There was an orphanage in Nome which looked after children who had no parents or whose parents couldn’t take care of them, and this was where Ada took Bennett. He was tubercular and fragile, and because she could not afford to keep him any longer on her meager and sporadic earnings from sewing clothes and cleaning houses, and because he needed the full-time attention of doctors and nurses, she brought him to a home where others could care for him and try to make him well.
Nome in 1921 was violent, turbulent, and grim. There were no sewers, no ditches, no safe drinking water, and crime was rampant. Inhabitants feared for their lives as people were frequently shot to death or stabbed in the middle of town. The miners had built the city around themselves and their greed in 1899, just a year after Ada was born in Spruce Creek. Since then, the population of Nome had ebbed and flowed, according to the climate of gold. In 1900, there had been an influx of 12,488 inhabitants arriving by steamship from Seattle and San Francisco ports, while thousands more converged upon the town from other points in Alaska. Nome was barren and treeless and ran smack against the water. The beaches were covered with prospectors and their tents, while the town took shape hastily in slapdash wooden buildings and shanties.
Still, even with its crime and streets of mud, it was the fanciest, most sophisticated place Ada had ever seen. And there were white men everywhere, making money from their discoveries on the beach. They seemed to Ada more cultured than the Eskimo men she was used to—better educated and smarter, as if they knew how to take care of themselves and their money.
With Bennett safely housed in the orphanage, Ada tried to find work as a seamstress. She had never heard the word igloo, and did not know the first thing about hunting, fishing, trapping, or living on the land. She eventually was able to find work sewing for the miners in town. But it was sporadic work with little pay, and she needed the money for herself and for Bennett.

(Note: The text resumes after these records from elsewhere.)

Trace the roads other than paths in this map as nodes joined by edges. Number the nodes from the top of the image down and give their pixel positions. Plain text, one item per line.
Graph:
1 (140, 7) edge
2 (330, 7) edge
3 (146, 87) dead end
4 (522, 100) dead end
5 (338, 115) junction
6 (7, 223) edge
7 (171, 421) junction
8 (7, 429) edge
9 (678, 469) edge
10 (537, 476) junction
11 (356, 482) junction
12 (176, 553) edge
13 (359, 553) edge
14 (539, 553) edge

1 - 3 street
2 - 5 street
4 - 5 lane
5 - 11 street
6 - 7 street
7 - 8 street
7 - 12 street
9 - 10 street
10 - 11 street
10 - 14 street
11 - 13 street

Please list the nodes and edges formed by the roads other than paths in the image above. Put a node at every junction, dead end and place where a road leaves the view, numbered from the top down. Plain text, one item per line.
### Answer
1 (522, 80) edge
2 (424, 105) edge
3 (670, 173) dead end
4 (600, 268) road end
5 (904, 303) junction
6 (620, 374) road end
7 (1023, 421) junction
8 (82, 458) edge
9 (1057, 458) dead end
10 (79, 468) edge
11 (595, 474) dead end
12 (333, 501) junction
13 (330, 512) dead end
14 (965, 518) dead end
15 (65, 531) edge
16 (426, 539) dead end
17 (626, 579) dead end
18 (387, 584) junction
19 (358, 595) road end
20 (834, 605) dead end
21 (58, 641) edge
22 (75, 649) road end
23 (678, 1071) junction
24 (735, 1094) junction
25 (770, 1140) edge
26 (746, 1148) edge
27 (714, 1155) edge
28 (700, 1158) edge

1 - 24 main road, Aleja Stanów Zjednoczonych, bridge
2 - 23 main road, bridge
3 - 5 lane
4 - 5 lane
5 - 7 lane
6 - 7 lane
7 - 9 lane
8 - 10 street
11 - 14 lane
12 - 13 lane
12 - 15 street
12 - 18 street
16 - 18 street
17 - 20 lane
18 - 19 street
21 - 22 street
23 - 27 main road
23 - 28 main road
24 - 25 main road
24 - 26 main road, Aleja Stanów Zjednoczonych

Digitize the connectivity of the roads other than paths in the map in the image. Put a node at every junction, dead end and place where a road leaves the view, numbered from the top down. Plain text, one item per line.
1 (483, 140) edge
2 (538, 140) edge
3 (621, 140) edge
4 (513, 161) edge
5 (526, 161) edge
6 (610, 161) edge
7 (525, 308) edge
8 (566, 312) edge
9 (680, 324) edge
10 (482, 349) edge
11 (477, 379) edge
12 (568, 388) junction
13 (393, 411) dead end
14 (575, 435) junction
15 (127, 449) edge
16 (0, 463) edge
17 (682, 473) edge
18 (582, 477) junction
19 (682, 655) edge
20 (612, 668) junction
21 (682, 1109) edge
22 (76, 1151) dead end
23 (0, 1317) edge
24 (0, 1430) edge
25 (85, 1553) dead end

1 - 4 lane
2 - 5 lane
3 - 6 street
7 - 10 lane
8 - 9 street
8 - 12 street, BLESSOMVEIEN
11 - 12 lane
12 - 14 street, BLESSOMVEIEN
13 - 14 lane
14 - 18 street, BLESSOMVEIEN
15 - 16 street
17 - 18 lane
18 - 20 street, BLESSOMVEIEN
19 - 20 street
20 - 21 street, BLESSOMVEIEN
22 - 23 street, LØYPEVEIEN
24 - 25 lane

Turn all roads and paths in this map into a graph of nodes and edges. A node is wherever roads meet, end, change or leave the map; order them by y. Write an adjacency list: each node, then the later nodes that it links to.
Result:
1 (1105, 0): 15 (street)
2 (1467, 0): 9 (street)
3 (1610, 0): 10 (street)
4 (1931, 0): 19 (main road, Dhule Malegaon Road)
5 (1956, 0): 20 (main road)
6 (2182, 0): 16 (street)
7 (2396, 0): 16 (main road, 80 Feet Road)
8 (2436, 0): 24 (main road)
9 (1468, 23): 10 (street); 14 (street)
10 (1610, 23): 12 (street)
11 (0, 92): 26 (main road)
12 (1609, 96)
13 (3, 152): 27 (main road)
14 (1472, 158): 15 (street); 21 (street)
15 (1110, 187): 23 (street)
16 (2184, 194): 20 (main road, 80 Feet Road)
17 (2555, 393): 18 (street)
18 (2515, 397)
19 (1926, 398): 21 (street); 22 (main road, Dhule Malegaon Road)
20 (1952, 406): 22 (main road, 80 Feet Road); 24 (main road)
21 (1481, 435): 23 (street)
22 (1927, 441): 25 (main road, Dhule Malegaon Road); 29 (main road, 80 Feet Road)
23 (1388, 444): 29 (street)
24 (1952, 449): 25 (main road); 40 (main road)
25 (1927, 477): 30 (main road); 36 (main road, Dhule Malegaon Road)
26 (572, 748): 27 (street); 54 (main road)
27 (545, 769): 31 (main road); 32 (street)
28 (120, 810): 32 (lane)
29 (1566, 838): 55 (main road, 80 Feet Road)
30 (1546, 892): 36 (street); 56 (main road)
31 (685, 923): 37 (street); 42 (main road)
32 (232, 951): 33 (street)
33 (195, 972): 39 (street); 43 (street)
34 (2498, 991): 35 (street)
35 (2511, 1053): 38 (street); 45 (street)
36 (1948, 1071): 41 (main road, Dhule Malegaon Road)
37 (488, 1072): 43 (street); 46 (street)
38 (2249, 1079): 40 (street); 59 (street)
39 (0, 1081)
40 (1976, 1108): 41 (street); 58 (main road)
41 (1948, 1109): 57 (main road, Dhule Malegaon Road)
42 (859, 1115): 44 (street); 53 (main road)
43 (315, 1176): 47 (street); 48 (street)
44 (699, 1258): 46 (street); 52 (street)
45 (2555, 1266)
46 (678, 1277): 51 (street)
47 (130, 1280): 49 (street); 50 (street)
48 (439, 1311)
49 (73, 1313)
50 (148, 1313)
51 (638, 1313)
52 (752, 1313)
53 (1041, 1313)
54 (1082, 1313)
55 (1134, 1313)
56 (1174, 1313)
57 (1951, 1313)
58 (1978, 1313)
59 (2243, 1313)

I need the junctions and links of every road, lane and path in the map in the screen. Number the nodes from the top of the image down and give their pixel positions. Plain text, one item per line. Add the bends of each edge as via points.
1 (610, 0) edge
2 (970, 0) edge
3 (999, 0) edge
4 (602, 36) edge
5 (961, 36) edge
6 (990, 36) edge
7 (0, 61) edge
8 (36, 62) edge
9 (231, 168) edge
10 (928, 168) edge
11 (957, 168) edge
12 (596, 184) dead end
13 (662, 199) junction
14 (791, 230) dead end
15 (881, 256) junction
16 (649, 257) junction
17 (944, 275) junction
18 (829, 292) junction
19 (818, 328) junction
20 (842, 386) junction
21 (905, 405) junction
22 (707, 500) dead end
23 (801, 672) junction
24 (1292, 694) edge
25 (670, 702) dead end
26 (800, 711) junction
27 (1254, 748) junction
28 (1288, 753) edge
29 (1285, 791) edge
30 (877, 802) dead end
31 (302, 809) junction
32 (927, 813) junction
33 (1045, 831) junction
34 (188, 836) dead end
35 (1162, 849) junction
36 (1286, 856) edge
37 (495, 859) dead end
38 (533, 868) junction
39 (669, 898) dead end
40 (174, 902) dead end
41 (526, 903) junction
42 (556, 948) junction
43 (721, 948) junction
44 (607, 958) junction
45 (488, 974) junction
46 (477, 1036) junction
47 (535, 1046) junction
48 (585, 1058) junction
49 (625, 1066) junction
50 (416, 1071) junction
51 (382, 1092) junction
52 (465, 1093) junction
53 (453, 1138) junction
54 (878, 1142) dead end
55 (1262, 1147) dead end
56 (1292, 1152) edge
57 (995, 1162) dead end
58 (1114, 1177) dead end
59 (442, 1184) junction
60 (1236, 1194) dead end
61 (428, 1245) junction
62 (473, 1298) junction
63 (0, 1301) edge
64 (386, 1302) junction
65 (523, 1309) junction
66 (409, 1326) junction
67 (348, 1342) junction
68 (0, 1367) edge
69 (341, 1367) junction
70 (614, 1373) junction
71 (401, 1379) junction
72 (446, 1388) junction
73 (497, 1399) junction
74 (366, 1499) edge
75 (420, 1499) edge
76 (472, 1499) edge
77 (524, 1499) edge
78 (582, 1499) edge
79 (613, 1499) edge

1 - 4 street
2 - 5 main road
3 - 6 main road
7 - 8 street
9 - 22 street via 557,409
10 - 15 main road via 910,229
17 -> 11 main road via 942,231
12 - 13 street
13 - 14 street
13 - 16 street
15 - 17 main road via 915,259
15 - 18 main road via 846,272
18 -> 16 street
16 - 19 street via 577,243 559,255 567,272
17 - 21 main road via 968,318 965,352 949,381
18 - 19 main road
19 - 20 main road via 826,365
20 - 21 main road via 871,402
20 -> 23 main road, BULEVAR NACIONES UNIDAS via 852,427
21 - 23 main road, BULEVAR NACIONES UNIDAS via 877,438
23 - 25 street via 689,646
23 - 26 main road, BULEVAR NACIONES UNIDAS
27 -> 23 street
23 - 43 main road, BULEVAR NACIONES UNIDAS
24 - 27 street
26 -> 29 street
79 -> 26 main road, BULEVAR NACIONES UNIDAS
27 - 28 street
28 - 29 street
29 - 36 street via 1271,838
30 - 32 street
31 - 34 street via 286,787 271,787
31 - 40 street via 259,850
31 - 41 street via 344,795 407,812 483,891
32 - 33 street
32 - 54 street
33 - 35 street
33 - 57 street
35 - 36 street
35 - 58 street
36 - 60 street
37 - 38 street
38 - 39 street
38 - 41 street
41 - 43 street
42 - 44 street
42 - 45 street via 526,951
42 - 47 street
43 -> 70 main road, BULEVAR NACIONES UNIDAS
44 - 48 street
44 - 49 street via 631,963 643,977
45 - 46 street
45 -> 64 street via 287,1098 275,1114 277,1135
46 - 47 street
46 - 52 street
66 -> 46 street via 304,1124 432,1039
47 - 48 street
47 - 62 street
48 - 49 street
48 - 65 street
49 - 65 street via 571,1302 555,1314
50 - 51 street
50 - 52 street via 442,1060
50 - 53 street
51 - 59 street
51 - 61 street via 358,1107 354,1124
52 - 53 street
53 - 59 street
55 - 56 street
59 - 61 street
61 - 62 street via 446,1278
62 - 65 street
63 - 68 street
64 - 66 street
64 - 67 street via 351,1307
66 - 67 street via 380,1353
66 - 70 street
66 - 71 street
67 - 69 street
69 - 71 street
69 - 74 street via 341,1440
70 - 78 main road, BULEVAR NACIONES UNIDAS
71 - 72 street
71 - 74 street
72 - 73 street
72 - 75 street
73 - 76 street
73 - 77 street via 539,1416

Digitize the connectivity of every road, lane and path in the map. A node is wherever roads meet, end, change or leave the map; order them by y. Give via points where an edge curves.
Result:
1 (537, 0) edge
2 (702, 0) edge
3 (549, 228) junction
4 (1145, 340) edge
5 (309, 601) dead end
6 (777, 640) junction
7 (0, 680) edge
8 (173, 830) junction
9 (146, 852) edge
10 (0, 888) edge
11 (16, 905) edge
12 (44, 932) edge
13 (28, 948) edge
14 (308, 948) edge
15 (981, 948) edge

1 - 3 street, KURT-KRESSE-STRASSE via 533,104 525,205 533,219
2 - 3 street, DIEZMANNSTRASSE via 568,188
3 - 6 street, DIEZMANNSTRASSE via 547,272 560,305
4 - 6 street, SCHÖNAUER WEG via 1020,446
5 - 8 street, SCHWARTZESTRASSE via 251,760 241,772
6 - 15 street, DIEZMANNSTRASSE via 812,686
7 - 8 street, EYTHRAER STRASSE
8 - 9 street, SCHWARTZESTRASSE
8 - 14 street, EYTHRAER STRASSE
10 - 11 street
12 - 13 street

If she was ever going to be able to bring Bennett home again, she would have to save as much money as she could. It was not easy for a mother to be away from
her only child, to know that she wasn’t able to care for him or heal him or give him what he needed. Ada hoped that it would only be a matter of time before she and Bennett were reunited and living together again, under the same roof.
* * *
Here was a chance to gratify a longing of my heart that was with me at all times— it was the wanderlust calling from the lands of the aurora, the midnight sun, and wastes of ice and snow.
—FRED MAURER
* * *
Chapter Two
ON FEBRUARY 18, 1921, Americans heard the voice of their president—Warren G. Harding—booming across the radio airwaves for the first time. That same day, French aviator Etienne Oehmichen successfully made the world’s first helicopter flight. On February 22, the first day-night transcontinental flight delivered mail from New York to San Francisco, and several days later the first Thompson submachine gun was manufactured.
In spite of the postwar boom, 3.5 million people were unemployed. There were over nine million automobiles on America’s roads. Charlie Chaplin brought moving picture audiences to tears with The Kid, and Rudolph Valentino made women swoon in the World War I epic The Four Horsemen of the Apocalypse. In Pennsylvania, police, alarmed by the shrinking hems of women’s skirts, issued a decree that required all skirts to fall at least four inches below the knee.